Na madrugada de seu aniversário de 20 anos, Lorde publicou uma carta aberta para seus fãs. Matando a jovem introvertida e quase blasé que surgiu em 2013 e pondo-a num “mausoléu adolescente”, Ella Marija Lani Yelich-O’Connor descrevia os últimos tempos como cruciais para a novíssima pessoa que o mundo estava prestes a conhecer. “Pure Heroine foi o meu jeito de consagrar a nossa glória adolescente, iluminando-a para sempre para que essa parte de mim nunca morra, e esse álbum — bem, este é sobre o que vem depois”.

De fato, há muito de diferente na vida da neozelandesa desde o lançamento de seu primeiro álbum. Mudou-se para Nova York, terminou um namoro e, segundo ela, entrou na vida adulta. Melodrama é o retrato da artista que, sozinha num mundo novo que criou para si, cresceu, mas ainda tem muito que amadurecer.

De Beck a Adele, passando por Kanye West, a indústria já provou que veste muito bem a carapuça do sofrimento pós-término. Aqui, Lorde aproveita-se do terreno amigável — muito diferente da artista de anos atrás, que tinha a crítica à música pop radiofônica como um dos temas principais de suas composições — para desenrolar a narrativa de uma festa, conceito que funciona em diversos níveis, o coração partido sendo um deles.

Transferindo a avidez do desejo desesperado por novos começos para batidas electropop, Green Light abre o álbum e representa a persona que sua compositora quer mostrar para o público: intensa e exagerada. Seguindo a fórmula usada por Robyn na confecção do impecável Body Talk (2011), a dor de cotovelo aqui ganha aspecto mais cru através do lirismo afiado de Lorde, que em seu segundo trabalho pega pesado em uma espécie de fusão temática entre euforia e solidão.

Diferente do que presumiam os fãs menos otimistas, a assimilação feita das músicas presentes atualmente nas rádios não causa prejuízo nenhum. A capacidade que a intérprete de Royals tem de evocar cores em sua mente a partir de sons (sinestesia) enriquece a sonoridade do álbum, enquanto a co-produção com Jack Antonoff (creditado no estouradíssimo 1989, de Taylor Swift) soma ao combo a efervescência e o frescor necessários.

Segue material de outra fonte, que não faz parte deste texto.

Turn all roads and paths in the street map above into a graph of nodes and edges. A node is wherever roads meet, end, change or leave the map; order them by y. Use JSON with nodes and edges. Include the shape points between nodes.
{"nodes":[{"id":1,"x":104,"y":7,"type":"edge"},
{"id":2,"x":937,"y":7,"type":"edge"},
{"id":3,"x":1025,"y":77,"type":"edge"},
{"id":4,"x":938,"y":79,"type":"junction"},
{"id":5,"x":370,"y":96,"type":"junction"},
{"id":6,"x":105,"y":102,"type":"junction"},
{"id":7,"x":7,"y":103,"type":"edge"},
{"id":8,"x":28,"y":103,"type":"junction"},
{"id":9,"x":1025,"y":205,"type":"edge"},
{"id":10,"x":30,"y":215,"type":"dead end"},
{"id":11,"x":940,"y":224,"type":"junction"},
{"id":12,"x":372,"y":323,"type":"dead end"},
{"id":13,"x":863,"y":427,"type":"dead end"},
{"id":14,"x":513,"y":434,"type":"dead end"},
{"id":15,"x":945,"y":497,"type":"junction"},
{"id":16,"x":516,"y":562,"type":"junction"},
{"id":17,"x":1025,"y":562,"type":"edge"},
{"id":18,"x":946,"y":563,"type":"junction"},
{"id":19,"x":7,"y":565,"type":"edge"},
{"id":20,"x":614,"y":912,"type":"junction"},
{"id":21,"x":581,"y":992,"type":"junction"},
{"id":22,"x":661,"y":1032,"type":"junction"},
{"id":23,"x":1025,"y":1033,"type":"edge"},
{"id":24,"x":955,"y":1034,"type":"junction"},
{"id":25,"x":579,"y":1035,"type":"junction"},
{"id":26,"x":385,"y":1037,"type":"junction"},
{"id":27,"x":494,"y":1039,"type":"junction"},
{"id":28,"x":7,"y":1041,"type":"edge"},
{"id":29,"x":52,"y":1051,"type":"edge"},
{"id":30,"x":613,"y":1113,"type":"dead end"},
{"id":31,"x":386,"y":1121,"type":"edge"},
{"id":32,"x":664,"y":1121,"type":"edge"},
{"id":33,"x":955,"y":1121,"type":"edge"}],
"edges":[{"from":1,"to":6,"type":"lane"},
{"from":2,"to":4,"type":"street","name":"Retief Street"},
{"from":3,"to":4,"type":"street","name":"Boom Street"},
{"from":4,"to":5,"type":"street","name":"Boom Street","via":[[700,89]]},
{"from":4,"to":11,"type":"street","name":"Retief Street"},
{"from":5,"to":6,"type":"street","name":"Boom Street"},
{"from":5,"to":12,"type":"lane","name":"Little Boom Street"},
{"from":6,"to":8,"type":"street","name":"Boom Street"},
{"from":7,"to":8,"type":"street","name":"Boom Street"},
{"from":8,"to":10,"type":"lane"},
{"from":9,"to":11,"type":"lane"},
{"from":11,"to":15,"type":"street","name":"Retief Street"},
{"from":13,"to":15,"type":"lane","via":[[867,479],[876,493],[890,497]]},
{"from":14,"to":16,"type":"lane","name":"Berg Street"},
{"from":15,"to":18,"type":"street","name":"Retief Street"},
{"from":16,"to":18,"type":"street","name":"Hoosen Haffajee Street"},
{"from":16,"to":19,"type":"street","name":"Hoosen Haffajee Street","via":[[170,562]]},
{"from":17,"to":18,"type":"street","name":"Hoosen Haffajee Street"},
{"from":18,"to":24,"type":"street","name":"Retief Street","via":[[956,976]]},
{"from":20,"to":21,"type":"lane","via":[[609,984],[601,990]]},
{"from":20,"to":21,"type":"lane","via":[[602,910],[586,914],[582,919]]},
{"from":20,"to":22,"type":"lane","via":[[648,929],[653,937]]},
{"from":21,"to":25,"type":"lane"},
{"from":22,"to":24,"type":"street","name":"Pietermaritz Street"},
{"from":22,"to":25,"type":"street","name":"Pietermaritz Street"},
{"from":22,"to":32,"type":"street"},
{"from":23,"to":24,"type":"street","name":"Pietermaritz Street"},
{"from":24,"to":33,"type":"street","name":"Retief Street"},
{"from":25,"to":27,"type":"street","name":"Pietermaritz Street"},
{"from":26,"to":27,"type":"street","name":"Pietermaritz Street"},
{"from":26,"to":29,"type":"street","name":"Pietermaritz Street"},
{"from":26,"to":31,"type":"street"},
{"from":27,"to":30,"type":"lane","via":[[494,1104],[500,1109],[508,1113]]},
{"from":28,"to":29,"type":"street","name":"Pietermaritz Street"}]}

Além disso, os temas difíceis são oportunidades perfeitas para Lorde apresentar nuances inéditas de sua voz, indo além do minimalismo do álbum anterior. A raiva causada pela condescendência e pelo abandono, a sensação de sentir-se pequeno em relação às pessoas por quem nos permitimos ser vulneráveis, a desonestidade emocional característica da geração atual e o otimismo por tempos melhores são expressos com o exagero necessário, rendendo momentos como Liability e Writer In The Dark, que rememoram a grandiosidade vocal de Kate Bush e ANOHNI (vocalista da banda de artpop Antony and the Johnsons).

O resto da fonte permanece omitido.